Orakwusi, who is also the Chairman, Ship Owners Forum, said that high operational cost, particularly on purchasing of diesel, coupled with insecurity and other listed problems had continued to make many operators in the business very unstable.
She remarked that the persistence of the problems had even caused many people, especially foreigners in the business to relocate to neighbouring countries.
“We are still battling with sea-piracy, we are still battling with the high cost of AGO. It is still the way it has always been. Of course, you know that most operators have relocated to neighbouring countries, because of the sea-piracy, operational cost.
“We use diesel more than any other industry, and once there is a bit of upward movement in price, it affects us. This is so because we are not in position to transfer that extra cost of production to our off-takers,” Orakwusi said.
She lamented that the business owners continue to bear any cost increase as most of their products are exported, and they contribute an insignificant percentage in the international market.
Also, the continued trend in poaching and unregulated fishing indicate that the laws guiding the operations of the business in Nigeria; “Sea Fisheries (Fishing) Regulations, and “Sea Fisheries (Licensing) Regulations”  the Sea Fisheries Act of 1992(2013), are not receiving adequate enforcement.
The allegations are that many unlicensed fish trawling business owners come and engage in illegal and unregulated fishing, which besides damaging the marine ecosystems, leaves local trawling businesses in bigger troubles.
 These are challenges the operators deal with, Orakwusi said, as she bemoaned their helplessness in a situation where the government should provide the protection and ensure enforcement of regulations.
She said: “We cannot do anything as investors. It is left for the government. It is a challenge really, because
they are stealing our natural resources and fishing in the most irresponsible
manner, sweeping from bottom to top, which is not allowed.

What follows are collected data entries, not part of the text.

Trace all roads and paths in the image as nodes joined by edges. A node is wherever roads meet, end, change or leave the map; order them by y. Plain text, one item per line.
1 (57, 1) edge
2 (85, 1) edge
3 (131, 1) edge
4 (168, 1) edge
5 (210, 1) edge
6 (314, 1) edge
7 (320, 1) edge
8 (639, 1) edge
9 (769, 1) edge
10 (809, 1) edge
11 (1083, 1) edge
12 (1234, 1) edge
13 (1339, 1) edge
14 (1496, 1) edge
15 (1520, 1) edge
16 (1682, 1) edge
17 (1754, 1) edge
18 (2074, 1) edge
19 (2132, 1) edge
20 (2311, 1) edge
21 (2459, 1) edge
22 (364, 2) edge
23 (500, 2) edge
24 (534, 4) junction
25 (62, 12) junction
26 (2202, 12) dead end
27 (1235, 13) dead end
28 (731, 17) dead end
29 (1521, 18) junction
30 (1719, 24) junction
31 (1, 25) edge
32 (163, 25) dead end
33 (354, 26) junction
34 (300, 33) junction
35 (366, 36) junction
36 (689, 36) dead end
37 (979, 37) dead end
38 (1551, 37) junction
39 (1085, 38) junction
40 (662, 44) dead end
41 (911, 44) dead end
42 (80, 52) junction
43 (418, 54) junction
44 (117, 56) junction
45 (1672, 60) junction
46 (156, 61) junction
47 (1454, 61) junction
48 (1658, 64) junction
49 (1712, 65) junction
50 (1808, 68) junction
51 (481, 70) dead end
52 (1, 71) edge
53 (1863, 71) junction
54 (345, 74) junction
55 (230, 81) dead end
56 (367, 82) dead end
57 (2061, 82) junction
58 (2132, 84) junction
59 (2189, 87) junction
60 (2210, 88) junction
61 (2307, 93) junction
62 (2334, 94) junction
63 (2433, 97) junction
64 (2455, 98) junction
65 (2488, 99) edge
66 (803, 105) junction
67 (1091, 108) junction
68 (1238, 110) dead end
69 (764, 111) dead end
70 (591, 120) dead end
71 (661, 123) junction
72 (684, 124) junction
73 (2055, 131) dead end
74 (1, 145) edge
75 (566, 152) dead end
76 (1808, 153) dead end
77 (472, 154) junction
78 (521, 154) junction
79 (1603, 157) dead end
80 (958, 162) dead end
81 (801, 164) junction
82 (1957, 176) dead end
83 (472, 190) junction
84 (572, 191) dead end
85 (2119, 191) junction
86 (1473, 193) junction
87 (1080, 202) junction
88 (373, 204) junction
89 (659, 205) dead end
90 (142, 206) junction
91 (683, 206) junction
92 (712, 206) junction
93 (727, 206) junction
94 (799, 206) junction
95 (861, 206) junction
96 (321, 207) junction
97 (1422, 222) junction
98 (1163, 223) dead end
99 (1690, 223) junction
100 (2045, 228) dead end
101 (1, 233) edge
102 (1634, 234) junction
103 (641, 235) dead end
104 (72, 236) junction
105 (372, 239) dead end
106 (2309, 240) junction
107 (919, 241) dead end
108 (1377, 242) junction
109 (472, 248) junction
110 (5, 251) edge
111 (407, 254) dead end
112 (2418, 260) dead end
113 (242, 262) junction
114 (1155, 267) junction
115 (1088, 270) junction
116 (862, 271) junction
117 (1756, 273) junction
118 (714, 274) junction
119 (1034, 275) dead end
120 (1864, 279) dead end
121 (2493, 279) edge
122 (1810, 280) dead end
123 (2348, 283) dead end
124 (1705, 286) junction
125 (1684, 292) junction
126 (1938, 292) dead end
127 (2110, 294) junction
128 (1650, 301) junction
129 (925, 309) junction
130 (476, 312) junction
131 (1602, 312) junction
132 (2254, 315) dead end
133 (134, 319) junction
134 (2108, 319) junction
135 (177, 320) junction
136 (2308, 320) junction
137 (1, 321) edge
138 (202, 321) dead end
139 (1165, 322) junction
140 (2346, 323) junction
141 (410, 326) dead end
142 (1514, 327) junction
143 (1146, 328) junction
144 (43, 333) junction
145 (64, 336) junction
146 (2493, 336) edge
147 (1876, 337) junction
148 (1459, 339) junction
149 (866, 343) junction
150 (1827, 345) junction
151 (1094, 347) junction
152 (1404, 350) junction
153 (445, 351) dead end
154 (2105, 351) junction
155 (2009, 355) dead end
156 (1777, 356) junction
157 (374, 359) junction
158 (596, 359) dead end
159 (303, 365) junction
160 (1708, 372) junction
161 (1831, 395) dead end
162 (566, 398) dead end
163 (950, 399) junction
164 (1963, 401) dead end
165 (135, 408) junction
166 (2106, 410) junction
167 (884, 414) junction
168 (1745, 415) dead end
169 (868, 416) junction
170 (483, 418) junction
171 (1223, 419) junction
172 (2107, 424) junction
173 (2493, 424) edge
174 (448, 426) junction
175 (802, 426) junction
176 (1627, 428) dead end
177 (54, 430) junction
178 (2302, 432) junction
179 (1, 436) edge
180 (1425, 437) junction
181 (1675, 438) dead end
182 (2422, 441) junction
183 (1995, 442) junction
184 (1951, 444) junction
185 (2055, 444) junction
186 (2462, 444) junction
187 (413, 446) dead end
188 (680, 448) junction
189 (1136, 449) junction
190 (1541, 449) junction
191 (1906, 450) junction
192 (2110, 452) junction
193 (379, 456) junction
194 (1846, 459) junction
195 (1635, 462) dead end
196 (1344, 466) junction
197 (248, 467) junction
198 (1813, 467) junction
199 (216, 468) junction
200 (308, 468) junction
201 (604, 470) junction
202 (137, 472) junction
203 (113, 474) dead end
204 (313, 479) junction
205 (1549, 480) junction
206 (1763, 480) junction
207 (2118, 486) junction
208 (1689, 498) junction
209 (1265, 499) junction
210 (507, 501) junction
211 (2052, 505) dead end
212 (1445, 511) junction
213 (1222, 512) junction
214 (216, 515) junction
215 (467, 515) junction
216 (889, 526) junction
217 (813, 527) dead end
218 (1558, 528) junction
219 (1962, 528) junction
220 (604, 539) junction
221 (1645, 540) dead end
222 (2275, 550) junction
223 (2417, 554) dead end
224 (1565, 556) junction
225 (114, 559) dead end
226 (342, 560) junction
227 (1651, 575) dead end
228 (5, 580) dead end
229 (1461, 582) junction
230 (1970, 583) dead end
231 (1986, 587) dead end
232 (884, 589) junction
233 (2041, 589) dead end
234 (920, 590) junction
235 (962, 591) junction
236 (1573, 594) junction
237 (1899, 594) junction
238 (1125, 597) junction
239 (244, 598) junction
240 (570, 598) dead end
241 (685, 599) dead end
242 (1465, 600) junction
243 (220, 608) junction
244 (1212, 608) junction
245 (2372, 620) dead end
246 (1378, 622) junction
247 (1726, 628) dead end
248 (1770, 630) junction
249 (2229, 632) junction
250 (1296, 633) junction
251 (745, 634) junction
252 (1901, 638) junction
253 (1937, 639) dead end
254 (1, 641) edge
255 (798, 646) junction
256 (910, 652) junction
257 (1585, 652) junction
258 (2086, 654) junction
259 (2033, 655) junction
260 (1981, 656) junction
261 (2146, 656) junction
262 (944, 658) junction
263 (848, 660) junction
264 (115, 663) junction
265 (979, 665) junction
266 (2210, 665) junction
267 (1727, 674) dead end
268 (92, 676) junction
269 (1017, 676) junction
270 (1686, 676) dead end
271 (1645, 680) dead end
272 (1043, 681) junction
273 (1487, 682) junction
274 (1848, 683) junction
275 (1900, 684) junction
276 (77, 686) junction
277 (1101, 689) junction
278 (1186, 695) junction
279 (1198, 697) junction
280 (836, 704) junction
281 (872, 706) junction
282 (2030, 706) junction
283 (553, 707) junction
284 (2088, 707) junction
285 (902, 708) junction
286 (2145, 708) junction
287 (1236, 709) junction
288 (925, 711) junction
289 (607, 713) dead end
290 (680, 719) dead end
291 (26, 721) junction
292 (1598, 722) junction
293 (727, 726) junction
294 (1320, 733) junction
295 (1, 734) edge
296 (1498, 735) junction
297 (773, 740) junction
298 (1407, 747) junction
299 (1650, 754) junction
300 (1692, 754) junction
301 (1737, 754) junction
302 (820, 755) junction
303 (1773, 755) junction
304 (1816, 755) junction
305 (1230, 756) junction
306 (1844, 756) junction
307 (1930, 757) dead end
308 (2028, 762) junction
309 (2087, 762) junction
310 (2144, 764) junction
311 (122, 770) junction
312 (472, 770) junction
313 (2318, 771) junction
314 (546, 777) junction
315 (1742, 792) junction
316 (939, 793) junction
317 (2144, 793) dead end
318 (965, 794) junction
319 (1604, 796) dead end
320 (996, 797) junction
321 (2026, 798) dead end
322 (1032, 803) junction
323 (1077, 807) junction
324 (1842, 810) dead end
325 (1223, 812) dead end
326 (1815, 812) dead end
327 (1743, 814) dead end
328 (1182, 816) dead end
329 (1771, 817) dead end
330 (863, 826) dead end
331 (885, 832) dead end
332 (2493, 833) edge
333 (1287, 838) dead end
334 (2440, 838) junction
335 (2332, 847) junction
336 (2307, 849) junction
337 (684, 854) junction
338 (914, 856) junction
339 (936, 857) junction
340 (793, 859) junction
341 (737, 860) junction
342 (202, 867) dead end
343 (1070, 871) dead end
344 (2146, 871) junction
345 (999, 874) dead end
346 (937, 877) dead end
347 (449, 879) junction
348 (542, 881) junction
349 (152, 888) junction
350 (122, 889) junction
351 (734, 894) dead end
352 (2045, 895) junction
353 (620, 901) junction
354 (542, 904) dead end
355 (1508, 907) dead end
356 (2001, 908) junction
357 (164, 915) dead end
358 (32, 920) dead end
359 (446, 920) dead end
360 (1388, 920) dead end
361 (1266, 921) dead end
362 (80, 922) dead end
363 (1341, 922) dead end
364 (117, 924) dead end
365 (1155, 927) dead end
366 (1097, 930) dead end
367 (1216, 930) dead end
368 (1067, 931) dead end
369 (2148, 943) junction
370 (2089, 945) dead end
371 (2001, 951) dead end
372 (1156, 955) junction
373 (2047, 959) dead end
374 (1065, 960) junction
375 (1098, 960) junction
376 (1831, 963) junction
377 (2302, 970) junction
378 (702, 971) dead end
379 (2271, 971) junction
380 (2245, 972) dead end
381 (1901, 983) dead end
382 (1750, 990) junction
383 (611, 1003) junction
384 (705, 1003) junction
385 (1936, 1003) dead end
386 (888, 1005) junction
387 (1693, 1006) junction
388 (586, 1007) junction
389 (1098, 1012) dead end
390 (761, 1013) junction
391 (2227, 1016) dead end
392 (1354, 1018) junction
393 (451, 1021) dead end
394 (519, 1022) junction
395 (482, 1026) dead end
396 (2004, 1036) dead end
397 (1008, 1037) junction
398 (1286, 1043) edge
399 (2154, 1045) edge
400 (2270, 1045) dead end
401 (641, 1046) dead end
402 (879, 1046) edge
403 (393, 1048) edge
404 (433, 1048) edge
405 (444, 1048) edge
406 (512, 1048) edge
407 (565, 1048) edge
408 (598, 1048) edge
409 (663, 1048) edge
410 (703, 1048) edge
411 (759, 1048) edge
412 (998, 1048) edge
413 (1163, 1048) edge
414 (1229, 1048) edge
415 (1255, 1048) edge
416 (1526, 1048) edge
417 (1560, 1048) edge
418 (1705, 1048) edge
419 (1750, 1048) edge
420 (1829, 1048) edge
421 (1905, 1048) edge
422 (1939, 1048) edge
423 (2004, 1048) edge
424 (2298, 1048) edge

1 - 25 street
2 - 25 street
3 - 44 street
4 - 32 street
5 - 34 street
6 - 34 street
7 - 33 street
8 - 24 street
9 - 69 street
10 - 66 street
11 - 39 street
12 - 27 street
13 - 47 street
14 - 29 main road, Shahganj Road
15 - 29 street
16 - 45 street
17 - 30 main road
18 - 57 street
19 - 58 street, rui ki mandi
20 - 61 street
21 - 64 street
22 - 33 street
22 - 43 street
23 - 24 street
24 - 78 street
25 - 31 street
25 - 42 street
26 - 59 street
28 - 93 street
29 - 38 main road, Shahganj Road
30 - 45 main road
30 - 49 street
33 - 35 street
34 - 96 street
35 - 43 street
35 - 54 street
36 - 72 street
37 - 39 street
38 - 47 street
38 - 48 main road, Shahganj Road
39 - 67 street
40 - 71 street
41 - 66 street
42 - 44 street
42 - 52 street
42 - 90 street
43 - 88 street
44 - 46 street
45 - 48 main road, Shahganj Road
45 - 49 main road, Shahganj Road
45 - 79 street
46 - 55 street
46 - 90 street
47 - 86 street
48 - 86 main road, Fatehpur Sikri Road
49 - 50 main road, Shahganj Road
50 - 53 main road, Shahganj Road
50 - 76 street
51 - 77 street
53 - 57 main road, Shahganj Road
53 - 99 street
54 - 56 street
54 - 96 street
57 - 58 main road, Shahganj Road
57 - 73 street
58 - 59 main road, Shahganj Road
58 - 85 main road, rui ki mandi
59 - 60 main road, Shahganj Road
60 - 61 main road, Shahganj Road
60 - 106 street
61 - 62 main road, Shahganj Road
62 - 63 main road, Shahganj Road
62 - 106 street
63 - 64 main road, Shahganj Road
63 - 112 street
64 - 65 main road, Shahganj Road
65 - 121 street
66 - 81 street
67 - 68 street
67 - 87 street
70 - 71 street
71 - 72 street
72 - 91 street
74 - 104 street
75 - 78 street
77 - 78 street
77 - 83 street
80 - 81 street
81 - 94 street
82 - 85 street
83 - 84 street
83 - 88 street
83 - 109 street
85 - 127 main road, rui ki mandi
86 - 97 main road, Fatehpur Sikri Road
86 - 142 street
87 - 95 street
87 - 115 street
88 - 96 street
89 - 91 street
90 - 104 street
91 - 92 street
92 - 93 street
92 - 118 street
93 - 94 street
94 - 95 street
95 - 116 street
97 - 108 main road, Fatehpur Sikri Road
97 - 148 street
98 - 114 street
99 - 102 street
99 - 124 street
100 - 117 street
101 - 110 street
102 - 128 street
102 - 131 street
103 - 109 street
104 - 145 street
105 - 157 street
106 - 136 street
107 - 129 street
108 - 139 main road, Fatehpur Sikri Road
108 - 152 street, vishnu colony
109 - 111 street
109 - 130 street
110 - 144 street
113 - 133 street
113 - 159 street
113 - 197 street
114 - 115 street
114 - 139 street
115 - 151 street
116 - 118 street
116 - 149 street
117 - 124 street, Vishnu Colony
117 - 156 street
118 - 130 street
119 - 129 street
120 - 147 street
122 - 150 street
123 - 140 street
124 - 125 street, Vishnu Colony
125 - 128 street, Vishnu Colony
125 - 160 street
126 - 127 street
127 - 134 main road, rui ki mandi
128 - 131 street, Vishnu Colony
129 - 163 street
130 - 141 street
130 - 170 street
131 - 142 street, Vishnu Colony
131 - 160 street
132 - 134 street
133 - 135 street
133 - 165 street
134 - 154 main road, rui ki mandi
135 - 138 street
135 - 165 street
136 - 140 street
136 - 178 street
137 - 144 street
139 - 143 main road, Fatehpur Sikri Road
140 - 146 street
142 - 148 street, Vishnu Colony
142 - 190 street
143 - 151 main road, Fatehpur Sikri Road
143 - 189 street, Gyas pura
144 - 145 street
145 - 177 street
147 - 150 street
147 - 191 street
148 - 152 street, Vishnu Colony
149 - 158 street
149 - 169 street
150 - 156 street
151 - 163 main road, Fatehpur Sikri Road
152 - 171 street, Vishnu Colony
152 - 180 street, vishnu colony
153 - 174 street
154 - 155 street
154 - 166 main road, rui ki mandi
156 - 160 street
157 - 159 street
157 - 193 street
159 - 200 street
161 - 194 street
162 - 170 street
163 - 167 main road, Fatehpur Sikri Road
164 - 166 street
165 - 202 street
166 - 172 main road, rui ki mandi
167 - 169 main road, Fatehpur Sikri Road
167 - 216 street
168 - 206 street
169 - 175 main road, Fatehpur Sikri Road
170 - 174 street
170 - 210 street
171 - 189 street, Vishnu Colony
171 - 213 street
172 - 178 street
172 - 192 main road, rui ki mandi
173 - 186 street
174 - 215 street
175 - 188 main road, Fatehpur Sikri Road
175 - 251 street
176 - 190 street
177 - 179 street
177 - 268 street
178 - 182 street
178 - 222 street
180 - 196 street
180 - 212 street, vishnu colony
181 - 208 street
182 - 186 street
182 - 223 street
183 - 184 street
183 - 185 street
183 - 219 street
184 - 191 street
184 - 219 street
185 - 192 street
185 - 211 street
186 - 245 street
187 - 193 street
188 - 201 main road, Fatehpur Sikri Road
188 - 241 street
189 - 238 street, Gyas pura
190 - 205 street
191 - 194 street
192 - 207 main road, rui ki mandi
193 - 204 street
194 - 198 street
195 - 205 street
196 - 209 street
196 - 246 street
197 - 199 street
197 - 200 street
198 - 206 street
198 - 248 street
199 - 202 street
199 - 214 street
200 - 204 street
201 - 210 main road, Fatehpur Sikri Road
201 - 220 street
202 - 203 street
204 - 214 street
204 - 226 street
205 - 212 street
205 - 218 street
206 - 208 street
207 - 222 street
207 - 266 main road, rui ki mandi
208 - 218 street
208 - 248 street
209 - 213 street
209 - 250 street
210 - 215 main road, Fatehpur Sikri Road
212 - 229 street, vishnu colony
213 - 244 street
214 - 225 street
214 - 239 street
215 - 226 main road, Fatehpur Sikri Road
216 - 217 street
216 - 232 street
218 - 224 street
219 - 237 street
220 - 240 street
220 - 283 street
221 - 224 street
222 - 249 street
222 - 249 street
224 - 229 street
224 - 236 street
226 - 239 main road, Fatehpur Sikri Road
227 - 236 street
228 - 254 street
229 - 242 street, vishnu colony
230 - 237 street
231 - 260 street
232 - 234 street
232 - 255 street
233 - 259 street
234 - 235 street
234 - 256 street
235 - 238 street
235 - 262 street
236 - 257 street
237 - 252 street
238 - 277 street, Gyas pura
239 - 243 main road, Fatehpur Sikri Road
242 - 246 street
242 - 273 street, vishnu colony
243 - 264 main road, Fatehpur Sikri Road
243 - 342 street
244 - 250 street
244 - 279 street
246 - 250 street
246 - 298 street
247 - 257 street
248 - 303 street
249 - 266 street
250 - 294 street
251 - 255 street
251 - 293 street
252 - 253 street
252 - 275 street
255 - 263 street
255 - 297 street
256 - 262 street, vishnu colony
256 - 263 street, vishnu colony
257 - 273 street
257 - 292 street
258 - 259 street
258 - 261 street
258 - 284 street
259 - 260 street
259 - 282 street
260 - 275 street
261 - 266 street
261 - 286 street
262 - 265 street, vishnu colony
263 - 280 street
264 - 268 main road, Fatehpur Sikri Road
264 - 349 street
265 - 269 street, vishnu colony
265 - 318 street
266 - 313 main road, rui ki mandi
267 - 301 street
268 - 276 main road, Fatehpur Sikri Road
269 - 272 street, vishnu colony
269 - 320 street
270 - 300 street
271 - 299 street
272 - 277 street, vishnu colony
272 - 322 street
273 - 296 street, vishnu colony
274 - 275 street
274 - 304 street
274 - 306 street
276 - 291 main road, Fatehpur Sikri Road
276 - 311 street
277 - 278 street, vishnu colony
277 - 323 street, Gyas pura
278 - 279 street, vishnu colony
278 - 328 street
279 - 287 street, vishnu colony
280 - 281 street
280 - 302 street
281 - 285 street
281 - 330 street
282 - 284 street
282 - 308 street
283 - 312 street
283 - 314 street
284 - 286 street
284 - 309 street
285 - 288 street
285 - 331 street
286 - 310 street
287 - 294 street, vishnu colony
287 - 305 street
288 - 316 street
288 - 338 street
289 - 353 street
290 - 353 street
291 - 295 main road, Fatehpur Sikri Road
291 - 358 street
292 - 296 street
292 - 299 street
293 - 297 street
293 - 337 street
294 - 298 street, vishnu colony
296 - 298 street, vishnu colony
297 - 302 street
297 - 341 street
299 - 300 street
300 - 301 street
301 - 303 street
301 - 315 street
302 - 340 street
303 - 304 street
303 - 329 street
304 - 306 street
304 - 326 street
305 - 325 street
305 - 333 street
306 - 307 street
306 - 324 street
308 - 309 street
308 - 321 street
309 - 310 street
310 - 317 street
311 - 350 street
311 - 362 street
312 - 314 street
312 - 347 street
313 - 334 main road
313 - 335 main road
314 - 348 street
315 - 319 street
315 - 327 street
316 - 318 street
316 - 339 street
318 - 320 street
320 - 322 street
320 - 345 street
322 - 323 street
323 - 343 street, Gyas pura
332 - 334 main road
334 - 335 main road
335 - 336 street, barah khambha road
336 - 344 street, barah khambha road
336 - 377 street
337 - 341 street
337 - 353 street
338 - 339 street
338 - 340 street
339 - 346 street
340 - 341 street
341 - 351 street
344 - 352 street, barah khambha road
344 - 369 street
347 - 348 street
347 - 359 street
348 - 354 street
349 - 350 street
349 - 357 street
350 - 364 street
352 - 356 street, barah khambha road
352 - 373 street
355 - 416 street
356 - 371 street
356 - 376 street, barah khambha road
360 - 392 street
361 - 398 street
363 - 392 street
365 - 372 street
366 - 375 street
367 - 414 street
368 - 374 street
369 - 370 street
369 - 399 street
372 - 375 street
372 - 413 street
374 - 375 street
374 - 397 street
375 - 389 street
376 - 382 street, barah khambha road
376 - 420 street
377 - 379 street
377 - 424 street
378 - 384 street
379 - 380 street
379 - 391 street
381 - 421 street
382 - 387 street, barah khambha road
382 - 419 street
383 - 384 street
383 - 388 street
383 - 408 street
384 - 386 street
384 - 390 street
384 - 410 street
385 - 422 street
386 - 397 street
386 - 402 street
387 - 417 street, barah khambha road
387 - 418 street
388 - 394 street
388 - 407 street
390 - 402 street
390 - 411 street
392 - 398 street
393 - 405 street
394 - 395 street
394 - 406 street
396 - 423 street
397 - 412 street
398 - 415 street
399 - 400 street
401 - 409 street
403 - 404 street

“For us to be able to sell our product to
Europe, America, we must comply, and fish in a very regular manner.  You don’t catch the juvenile, there are
certain sizes of net you are not allowed to use. You don’t catch the big fish that lays the golden egg. There are certain areas that you are not allowed to fish.”
She prayed that the authorities concerned be strategic to mobilise sufficient force under a constituted body like a coastguard, in addition to what the Navy is doing, to deal with the problems within the maritime domain.
“The poachers have no stake in your country. They just come, fish and do whatever things that they can’t even do in their own country because of the regulation.
“Our problem here is poor enforcement of regulation; both Nigeria regulation and international regulation. I don’t know why we cannot mobilise sufficient force. Just call it any name. I am not saying that the Navy is doing their job. But let us have a dedicated force; is it coastguard? You can just call any name, it should just be dedicated to providing maritime security and safety. Security is different from safety.”
On safety, she said there are no sea crafts that serve as an ambulance or for fire-fighting, as she recalled a fire incident that engulfed one of her fishing vessels as well as a recent occurrence of fire outbreak at sea on a fishing vessel.
“When it happened to me, I lost that vessel completely,” Orakwusi said, “And the fire is there in the high sea.”
She wants the regulatory authorities to walk the talk, and ensure the creation of a conducive environment for those in the fish trawling business to ply their trade effectively and profitably.
“If we get it right, we don’t need to export, because Nigeria has the market,” Orakwusi added.